* _The problem_
Copy every line from the records below that holds the word "numbered".

* _Information given_
== Segment start ==

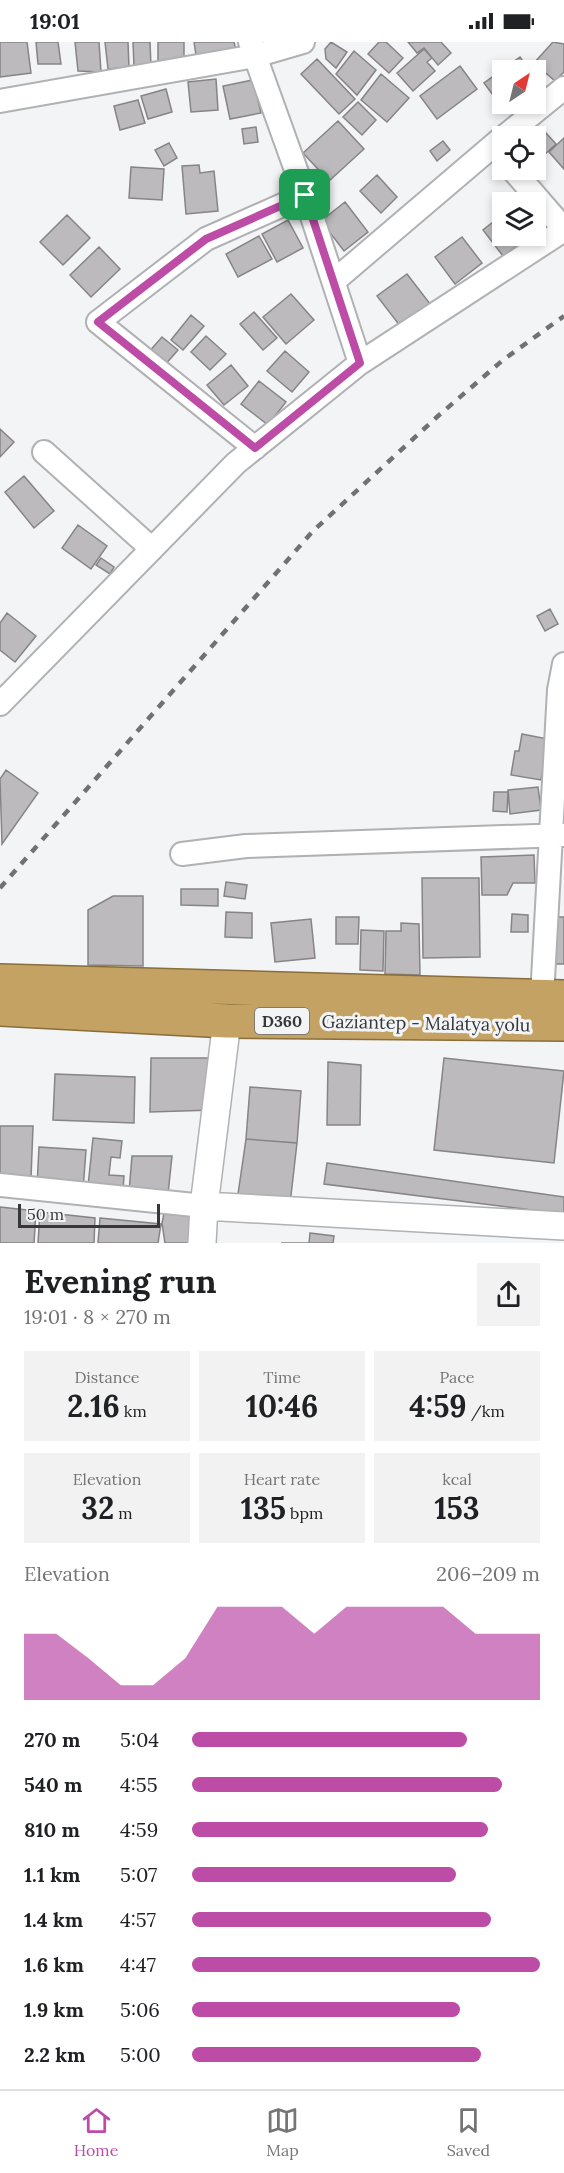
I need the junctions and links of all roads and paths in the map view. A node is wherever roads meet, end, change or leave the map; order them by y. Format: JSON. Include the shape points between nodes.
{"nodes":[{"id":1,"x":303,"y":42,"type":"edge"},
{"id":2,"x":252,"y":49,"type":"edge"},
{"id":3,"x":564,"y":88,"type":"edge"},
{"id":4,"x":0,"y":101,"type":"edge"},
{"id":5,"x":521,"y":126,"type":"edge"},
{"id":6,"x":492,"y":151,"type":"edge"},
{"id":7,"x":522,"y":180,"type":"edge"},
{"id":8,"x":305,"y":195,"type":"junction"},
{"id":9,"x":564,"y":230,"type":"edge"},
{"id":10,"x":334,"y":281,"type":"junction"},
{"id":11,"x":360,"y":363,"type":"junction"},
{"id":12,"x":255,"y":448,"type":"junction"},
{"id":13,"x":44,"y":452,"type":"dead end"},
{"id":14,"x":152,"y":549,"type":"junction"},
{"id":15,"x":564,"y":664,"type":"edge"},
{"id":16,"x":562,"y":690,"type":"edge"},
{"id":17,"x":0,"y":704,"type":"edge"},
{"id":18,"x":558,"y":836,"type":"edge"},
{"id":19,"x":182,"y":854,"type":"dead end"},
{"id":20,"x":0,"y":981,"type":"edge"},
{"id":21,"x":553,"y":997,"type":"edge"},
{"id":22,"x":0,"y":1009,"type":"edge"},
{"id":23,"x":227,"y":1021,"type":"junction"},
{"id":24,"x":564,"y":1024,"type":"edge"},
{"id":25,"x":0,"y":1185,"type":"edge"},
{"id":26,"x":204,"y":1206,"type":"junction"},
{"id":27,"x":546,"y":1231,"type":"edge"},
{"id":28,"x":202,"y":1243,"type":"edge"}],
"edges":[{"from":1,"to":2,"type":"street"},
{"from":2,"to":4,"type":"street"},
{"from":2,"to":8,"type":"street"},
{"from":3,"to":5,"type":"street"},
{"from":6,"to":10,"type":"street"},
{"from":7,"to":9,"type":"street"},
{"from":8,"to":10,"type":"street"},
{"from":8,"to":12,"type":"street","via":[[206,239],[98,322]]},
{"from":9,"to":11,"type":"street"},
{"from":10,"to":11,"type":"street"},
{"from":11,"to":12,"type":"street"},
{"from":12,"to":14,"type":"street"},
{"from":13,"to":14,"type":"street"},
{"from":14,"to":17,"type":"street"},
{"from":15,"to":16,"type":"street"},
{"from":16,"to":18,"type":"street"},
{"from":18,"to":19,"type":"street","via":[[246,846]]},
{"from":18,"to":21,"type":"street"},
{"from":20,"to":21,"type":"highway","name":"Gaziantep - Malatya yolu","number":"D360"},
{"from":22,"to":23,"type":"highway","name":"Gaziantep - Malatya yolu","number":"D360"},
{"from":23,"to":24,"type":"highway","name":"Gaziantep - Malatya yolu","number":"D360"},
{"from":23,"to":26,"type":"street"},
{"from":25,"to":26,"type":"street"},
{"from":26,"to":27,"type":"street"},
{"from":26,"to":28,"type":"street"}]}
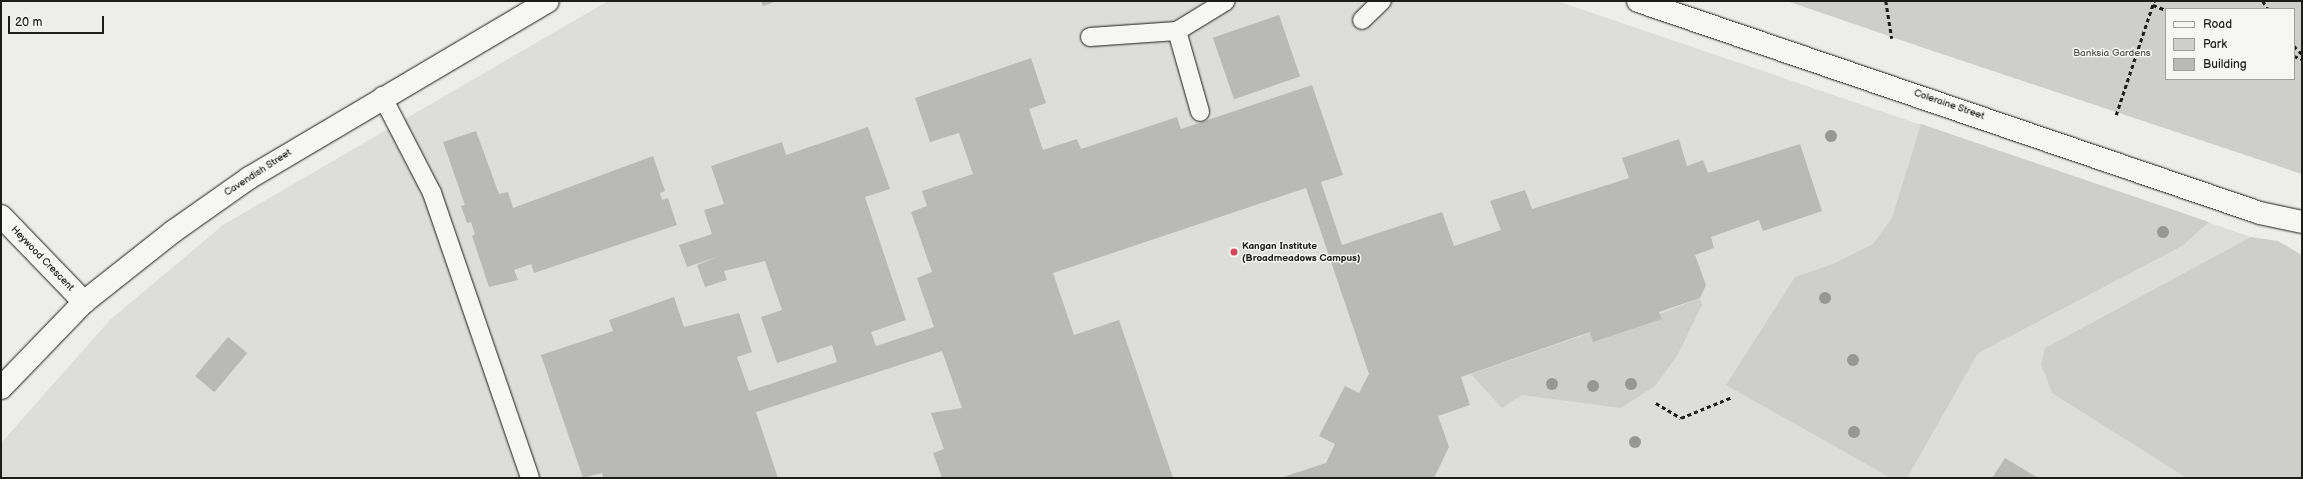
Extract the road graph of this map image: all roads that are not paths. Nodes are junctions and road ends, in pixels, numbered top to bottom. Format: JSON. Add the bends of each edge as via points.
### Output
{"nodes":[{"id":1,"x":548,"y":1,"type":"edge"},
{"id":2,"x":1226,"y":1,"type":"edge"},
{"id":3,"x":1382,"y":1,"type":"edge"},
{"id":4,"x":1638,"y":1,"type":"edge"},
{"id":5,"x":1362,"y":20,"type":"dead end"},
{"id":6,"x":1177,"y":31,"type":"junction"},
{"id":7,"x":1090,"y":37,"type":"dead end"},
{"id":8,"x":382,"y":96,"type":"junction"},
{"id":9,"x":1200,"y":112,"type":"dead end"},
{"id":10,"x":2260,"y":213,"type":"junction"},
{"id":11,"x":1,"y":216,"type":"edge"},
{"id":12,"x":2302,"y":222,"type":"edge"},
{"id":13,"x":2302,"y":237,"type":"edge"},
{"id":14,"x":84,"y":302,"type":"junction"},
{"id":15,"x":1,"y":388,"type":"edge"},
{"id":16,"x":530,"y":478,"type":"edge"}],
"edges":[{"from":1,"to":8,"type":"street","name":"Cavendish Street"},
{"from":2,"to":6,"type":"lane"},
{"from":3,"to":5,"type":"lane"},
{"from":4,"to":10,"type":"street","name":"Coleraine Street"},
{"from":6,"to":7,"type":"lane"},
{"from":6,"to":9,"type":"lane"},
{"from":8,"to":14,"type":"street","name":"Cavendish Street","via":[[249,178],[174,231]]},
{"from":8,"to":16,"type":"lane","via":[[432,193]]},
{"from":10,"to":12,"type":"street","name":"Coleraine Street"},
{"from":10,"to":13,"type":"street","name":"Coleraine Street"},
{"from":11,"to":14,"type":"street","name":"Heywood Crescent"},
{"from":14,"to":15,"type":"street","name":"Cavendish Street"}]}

== Segment end ==
== Segment start ==

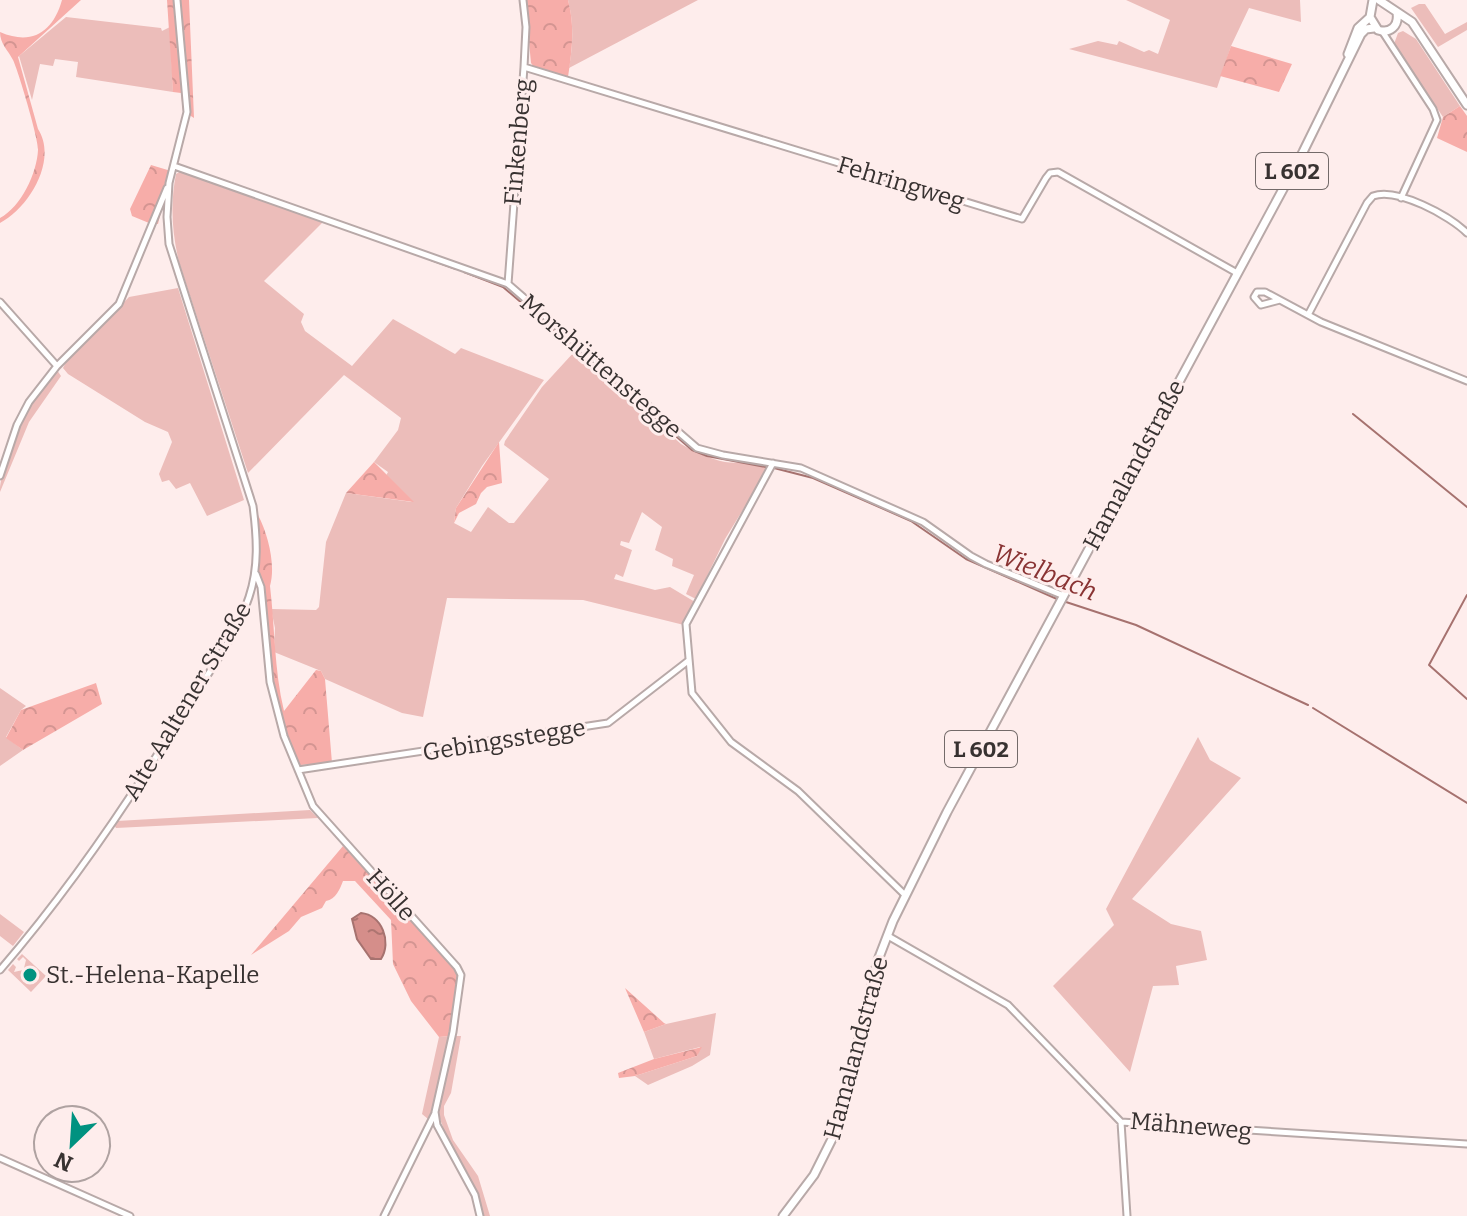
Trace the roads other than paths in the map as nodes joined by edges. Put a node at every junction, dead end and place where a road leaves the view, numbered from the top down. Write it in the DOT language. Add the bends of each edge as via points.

== Segment end ==
== Segment start ==

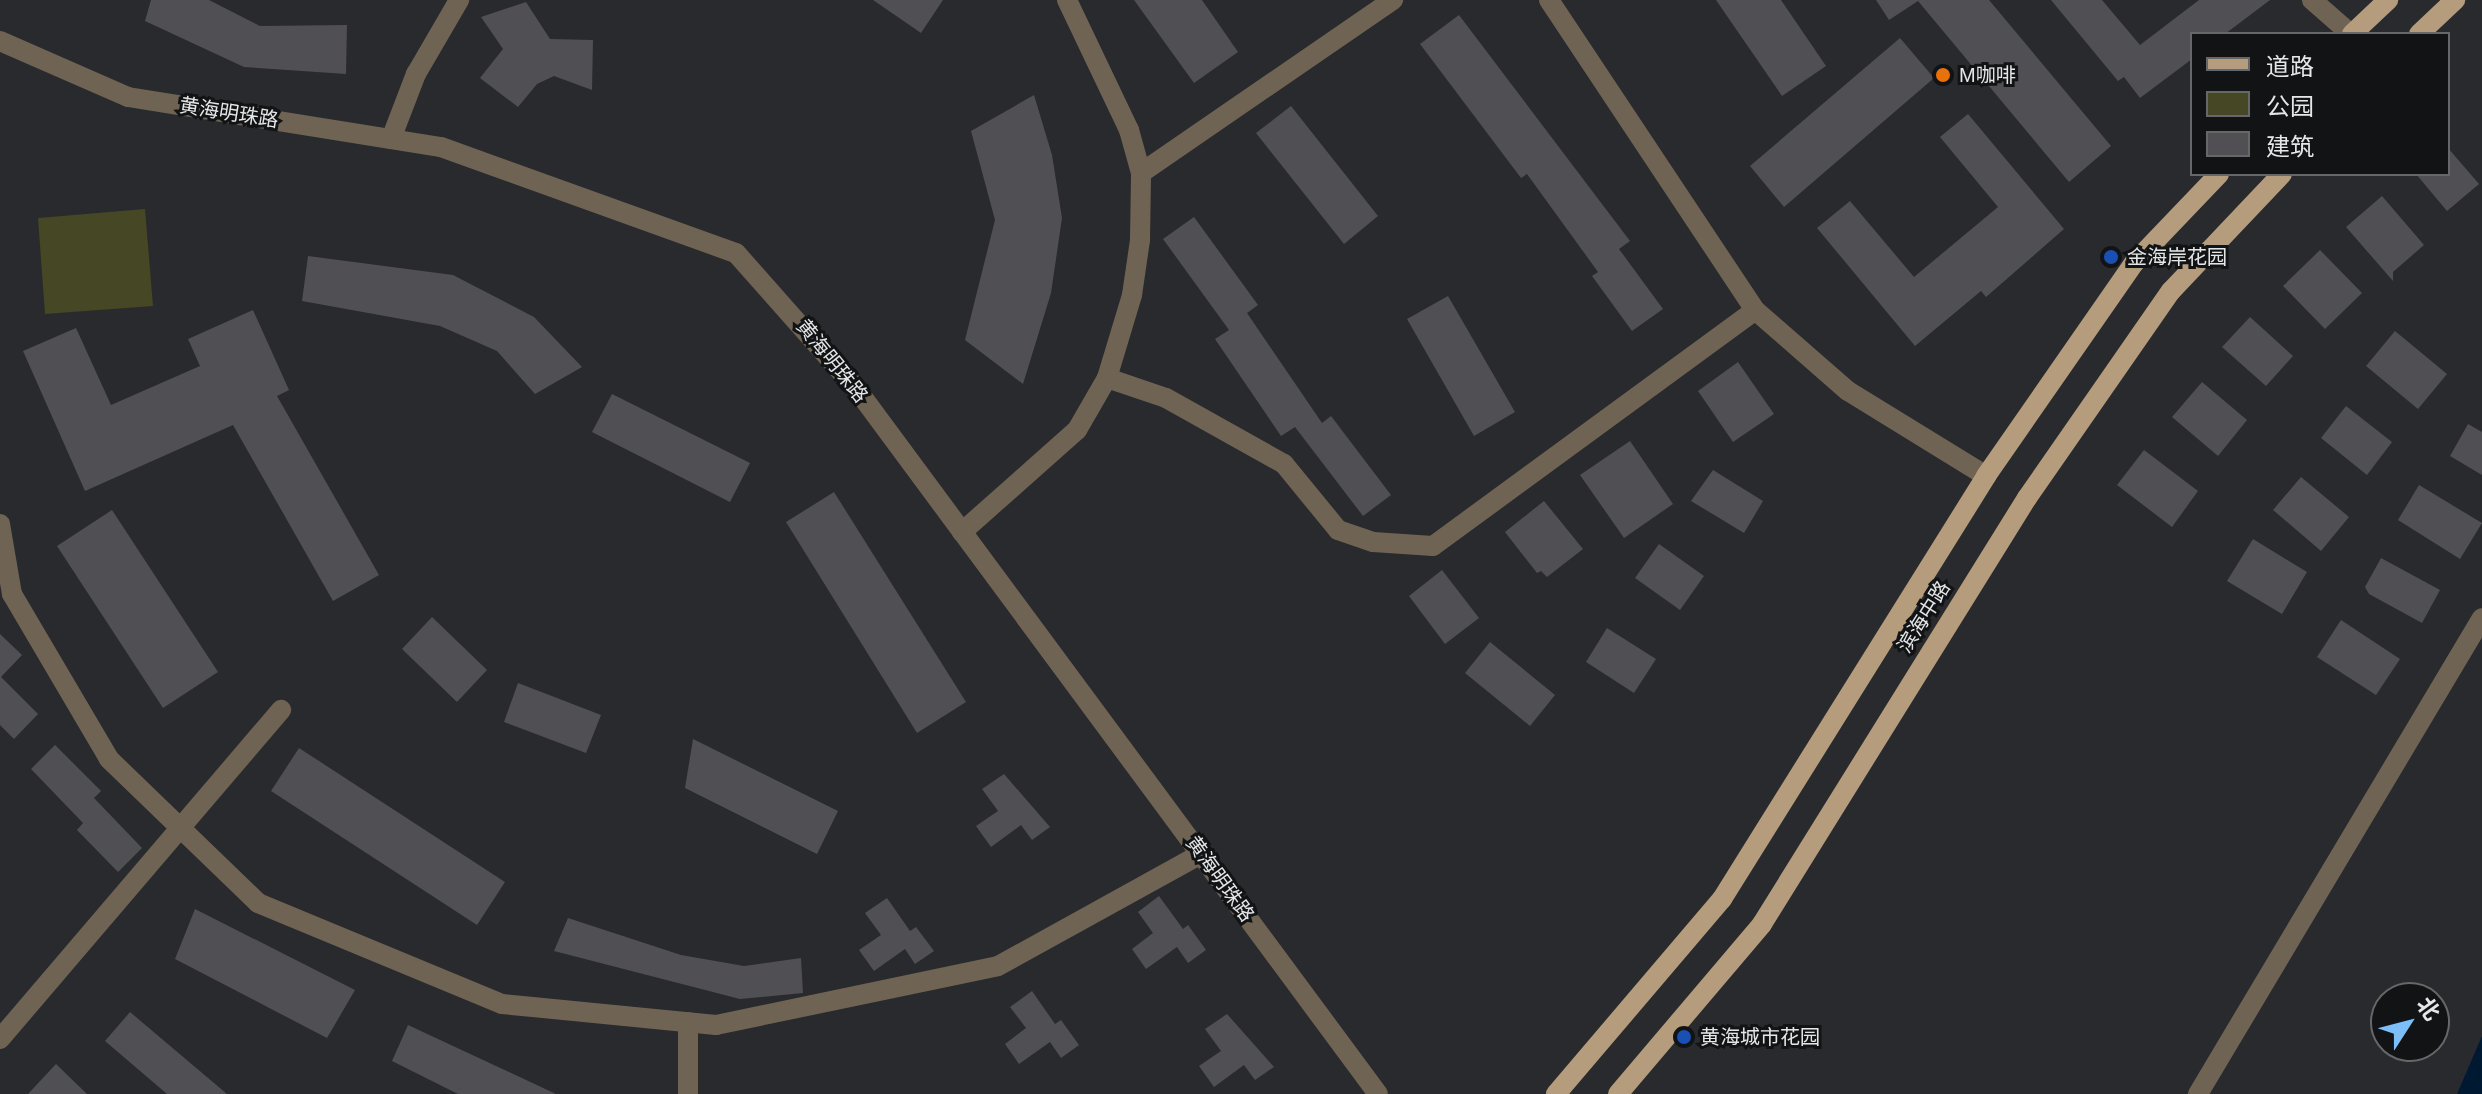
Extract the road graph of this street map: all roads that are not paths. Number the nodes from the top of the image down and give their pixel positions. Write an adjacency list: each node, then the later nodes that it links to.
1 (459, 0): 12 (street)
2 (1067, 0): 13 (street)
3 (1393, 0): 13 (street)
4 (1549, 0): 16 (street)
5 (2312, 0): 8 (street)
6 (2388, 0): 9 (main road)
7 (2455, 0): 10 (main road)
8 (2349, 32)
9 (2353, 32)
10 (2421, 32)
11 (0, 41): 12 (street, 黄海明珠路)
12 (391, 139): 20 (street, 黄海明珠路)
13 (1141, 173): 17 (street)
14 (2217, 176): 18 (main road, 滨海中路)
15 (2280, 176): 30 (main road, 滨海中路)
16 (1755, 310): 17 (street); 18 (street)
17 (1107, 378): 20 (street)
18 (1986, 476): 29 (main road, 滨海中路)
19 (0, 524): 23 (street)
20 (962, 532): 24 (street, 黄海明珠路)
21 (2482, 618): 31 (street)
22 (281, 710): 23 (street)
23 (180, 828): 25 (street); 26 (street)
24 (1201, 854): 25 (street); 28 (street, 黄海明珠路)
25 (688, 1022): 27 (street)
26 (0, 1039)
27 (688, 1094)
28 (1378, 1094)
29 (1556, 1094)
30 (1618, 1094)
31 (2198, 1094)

== Segment end ==

* _Your response_
Extract the road graph of this map image: all roads that are not paths. Nodes are junctions and road ends, in pixels, numbered top to bottom. Format: JSON. Add the bends of each edge as via points.
Trace the roads other than paths in the map as nodes joined by edges. Put a node at every junction, dead end and place where a road leaves the view, numbered from the top down. Write it in the DOT language. Add the bends of each edge as via points.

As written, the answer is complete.